In the end, both are good and will provide you with the protein you want, its just that the isolate proteins are much higher quality and much more pure.

Tuesday, April 5, 2011

Carb Back Loading

Many people have heard that carbs are becoming very crucial in many diet plans. Everyone knows about the no carb diets (which are horrible), carb loading, and carb cycling. A very new and recent trend in utilizing carbohydrates in fat loss/muscle gain is called carbohydrate back loading. I find this to be very interesting, and many people who are on it now love it even more. This kind of diet is made for those who work out later in the day, between 3 and 6. During the early morning and day, our bodies are very sensitive to carbs and are more likely to store them as fat rather than as glycogen in the muscle cells. Also, after workouts our bodies are more likely to store carbohydrates as glycogen. So knowing this, we can figure that the best time to have carbs in our diet is later at night (in the couple hours following your workout). These carbs as crazy as it seems can even be sugar as long as it is fat free. Fat free ice cream and cereal, anything that is fat free can be eaten. In the morning and day you want to stick strictly to vegetables, proteins, and healthy fats. Again don't go crazy, an example of a breakfast for a male athlete would be 4 egg whites, 1 whole egg, and 1 oz of cheese. Don't overdo the fats during the day time, but you can do a fair amount of carb loading in the hours following your workout.
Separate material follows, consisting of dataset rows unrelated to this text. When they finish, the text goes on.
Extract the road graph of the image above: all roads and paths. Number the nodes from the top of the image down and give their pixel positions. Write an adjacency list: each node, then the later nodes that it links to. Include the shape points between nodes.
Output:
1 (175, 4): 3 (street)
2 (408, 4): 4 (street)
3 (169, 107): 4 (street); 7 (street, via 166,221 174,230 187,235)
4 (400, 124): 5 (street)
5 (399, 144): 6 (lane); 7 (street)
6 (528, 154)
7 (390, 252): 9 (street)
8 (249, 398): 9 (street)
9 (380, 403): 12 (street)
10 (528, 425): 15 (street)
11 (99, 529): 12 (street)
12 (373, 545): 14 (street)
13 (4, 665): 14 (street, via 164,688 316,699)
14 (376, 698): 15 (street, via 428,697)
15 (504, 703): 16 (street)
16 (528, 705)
Workout hard and this kind of diet will help you lose fat and gain muscle.

Sunday, March 20, 2011

Staying on Track During Vacation

It can be hard for many to stay on track with their fitness and nutrition plan over vacation, with all of the reasons not to. In complete honesty a week off of your diet will not kill you, so feel free to live a little, but don't go crazy. Fitness however can be very easy to keep going on vacation. I am going to Florida this year, and I'm excited to do some different kind of workouts that I do not get to do as often up here. I plan to do a lot of push ups with different hand placement (wide, close, and shoulder width), crunches, squat jumps, and even some sprinting on the beach. It is very difficult to run in the sand, so I am looking forward to doing some speed training that is virtually impossible to do in my hometown. I also plan to do some swimming in the ocean for cardio purposes, because I don't want my cardio to suffer either. It can be very easy to let yourself go crazy, but make sure that you at least keep your fitness plan going over vacation. In addition, make sure once you are home you get back into the nutrition plan you had before vacation, because it is very easy to fall into bad habits.

Wednesday, March 16, 2011

Sleep

The key thing that most people lack in their everyday lives is sleep. Very often we see people only getting three or four hours of sleep, which is not nearly enough for anyone. Younger guys trying to bulk up really need sleep, because when you are asleep, your testosterone levels are at their highest. This means that when sleeping, human growth hormones are at their highest in your body, so getting enough is very beneficial towards bulking up and growing muscle. For those not trying to build muscle, sleep is very important for staying healthy, because studies show that during sleep, your body's immune system is much stronger. Therefore sleeping enough will help you fight off infections and illness. Also, sleep helps with memory and attentiveness. Those who sleep more are much more likely to be able to store things in their mind and will be more mentally active throughout the day. This would help you in school and in your workouts. If you can keep your mind active during school, your are much more likely to understand the ideas being taught in class. The most important thing about getting the right amount of rest is that your body requires energy to work, and sleep allows your body to regenerate. Being active is very important to living a healthy life, and your body requires rest to stay active, so make sure you get about 7-9 hours of sleep every night.